JT that is a really nice campground. We will for sure put this one on our list to go to. Glad to hear yall had a great time. We will see yall in July.

Leon


----------



## hatcityhosehauler (Feb 13, 2004)

JT, are you a competitor in the games, or just a spectator?

Tim


----------



## Katrina (Dec 16, 2004)

I need to check this place out.
they have hookups?
They take reservations?


----------



## PDX_Doug (Nov 16, 2004)

GoVols,

What a beautiful campground! It always amazes me what a nice job the Corp does with these things. We had lunch at one last summer on the Snake river, and it was beautiful. Lots of grass (perfectly groomed), just beautiful.

Happy Trails,
Doug


----------



## Oregon_Camper (Sep 13, 2004)

Looks like a place I'd like to camp. Lake right in front of the Outback and not ONE other trailer in sight...awesome!!!























...only thing missing are a few cold brews on that table.


----------



## HootBob (Apr 26, 2004)

Looks like a very nice place JT
how is the fishing there

Don


----------



## GoVols (Oct 7, 2005)

Answers to questions:

1. just a spectator! those highland games fellows are HUGE.
2. water and electric only. a few sites directly on the lakeshore, and probably due to the flood plain, do not have electricity. There are 2 dump stations.
3. reservations can be made on ReserveAmerica/ReserveUSA.
4. forgot to pack the fishing poles!









Also add they had the cleanest bath houses I have ever encountered.


----------



## GoVols (Oct 7, 2005)

For those interested in trying out this campground:

Loop A: this loop sits on a hilltop overlooking the lake. Virtually all the sites on the lakeside of the loop road are good. All are heavily wooded. A1 is next to the boat parking lot. Remaining A2 though A19 (lakeside) have tree-obscured views of lake below and sit on the bluff edge. Sites 19-23 and 24-27 are the best sites for lake views. A19 is a really nice site, but would require making a >90 degree backing turn -- very awkward. Loop road fairly level and good for biking.
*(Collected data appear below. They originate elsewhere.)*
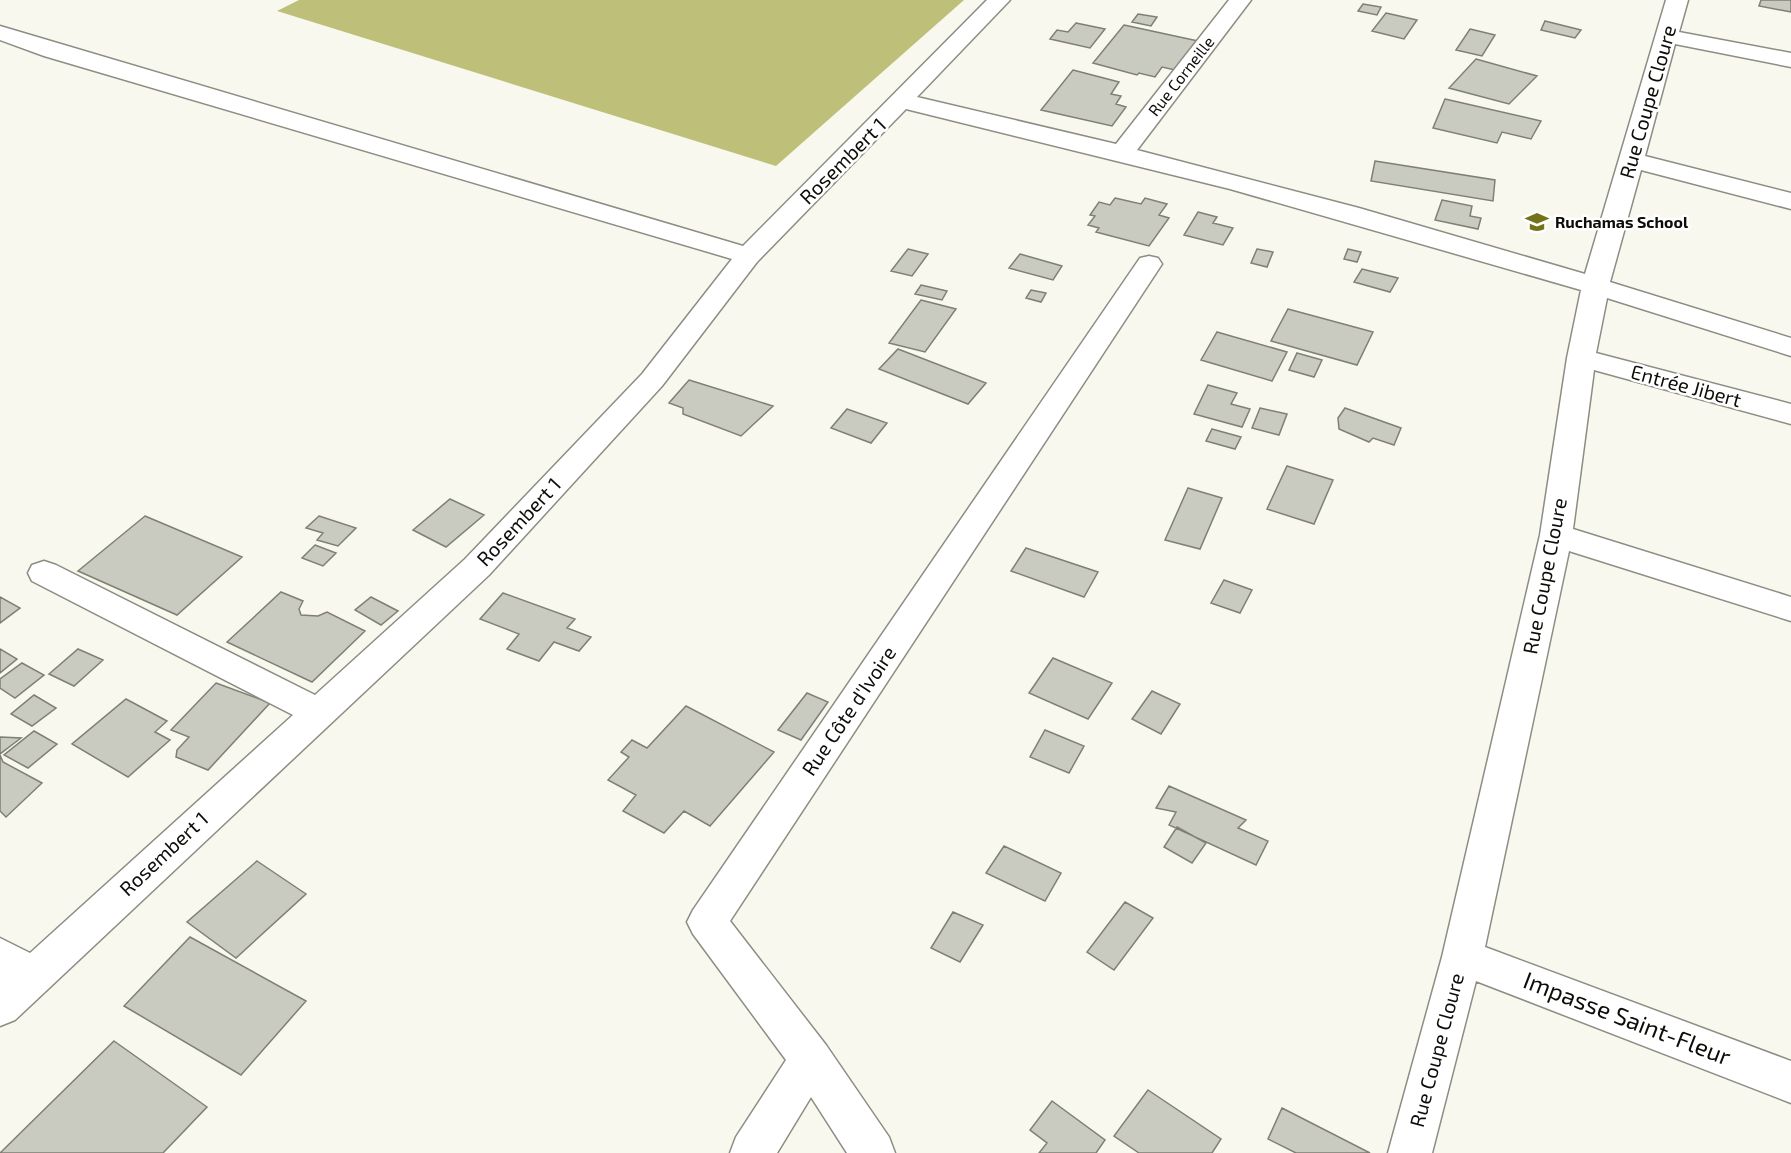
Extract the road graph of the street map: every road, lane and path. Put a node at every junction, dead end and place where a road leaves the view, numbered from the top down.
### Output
1 (999, 0) edge
2 (1240, 0) edge
3 (1677, 0) edge
4 (0, 33) edge
5 (1666, 36) junction
6 (1791, 60) edge
7 (903, 101) junction
8 (1123, 152) junction
9 (1632, 160) junction
10 (1791, 201) edge
11 (748, 256) junction
12 (1149, 264) dead end
13 (1596, 284) junction
14 (1791, 347) edge
15 (1581, 358) junction
16 (1791, 414) edge
17 (1556, 535) junction
18 (44, 573) dead end
19 (1791, 609) edge
20 (318, 712) junction
21 (1462, 957) junction
22 (15, 966) edge
23 (0, 1007) edge
24 (811, 1059) junction
25 (1791, 1082) edge
26 (752, 1153) edge
27 (873, 1153) edge
28 (1410, 1153) edge

1 - 7 street, Rosembert 1
2 - 8 street, Rue Corneille
3 - 5 street, Rue Coupe Cloure
4 - 11 street
5 - 6 street
5 - 9 street, Rue Coupe Cloure
7 - 8 street
7 - 11 street, Rosembert 1
8 - 13 street
9 - 10 street
9 - 13 street, Rue Coupe Cloure
11 - 20 street, Rosembert 1
12 - 24 street, Rue Côte d'Ivoire
13 - 14 street
13 - 15 street, Rue Coupe Cloure
15 - 16 street, Entrée Jibert
15 - 17 street, Rue Coupe Cloure
17 - 19 street
17 - 21 street, Rue Coupe Cloure
18 - 20 street
20 - 22 street, Rosembert 1
21 - 25 street, Impasse Saint-Fleur
21 - 28 street, Rue Coupe Cloure
22 - 23 street, Rosembert 1
24 - 26 street
24 - 27 street, Rue Côte d'Ivoire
Loop B: B19, 22, 23, 24, 38, 32, 34, 44 are the best sites with lake views. Sites 24 and 44 get full afternoon sun, but are right on the lakefront. Very hilly section, not well suited for biking kids. Sites mentioned are spaced out really well. (We stayed on B22.)

Loop C: nice sites with good access to water, but most sites in this loop will be too short for the longer OBs and better suited to popups.

Loop D: heavily wooded sites

Loop E: heavily wooded


----------